— EXERCISE PROMPT —
Give the number of lines in the data below that contain "Directory", with no other words.

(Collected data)
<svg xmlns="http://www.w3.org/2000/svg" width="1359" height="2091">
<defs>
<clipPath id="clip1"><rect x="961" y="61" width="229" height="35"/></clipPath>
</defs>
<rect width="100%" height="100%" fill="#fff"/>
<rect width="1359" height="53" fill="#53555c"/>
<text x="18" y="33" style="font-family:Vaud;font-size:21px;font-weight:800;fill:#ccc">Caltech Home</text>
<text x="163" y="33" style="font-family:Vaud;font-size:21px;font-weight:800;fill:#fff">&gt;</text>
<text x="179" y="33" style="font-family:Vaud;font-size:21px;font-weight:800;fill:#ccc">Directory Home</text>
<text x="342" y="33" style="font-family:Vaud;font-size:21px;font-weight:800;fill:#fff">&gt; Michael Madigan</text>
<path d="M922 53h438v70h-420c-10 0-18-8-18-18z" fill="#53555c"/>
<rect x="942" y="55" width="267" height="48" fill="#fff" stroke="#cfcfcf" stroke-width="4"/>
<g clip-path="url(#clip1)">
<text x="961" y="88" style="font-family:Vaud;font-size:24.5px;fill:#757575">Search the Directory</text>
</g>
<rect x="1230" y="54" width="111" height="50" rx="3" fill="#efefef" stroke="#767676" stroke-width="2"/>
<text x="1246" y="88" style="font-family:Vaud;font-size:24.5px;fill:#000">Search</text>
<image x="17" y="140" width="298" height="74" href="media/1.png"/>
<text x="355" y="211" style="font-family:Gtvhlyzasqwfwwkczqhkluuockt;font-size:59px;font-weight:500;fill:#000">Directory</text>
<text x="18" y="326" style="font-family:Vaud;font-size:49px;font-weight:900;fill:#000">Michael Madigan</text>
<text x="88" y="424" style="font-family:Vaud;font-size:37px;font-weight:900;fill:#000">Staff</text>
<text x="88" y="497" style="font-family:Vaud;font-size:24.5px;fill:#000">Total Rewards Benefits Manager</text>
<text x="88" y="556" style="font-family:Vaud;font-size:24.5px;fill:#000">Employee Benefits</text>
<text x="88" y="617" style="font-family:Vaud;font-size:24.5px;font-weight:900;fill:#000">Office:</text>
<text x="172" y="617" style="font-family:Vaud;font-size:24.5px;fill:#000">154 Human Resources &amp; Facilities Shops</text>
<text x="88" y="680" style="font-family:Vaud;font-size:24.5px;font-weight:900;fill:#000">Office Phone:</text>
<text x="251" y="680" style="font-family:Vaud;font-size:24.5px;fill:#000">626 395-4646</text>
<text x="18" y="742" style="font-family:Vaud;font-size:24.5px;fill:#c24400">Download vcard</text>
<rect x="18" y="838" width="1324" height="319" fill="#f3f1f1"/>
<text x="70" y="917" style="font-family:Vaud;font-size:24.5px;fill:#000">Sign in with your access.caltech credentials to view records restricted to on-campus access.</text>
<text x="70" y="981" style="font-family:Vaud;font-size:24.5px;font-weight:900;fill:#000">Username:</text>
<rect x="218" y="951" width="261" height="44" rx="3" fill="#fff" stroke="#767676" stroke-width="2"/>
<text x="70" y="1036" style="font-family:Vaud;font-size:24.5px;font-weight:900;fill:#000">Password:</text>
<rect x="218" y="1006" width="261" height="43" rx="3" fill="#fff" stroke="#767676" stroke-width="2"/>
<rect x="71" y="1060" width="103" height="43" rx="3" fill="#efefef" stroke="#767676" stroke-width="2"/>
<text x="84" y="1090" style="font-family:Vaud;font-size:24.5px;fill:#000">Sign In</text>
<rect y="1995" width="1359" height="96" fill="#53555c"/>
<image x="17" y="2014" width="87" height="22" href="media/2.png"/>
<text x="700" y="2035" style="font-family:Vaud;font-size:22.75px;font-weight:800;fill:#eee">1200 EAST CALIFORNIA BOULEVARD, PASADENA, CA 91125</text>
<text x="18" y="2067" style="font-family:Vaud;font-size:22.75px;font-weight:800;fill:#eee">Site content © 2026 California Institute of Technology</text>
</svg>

— EXPECTED ANSWER —
3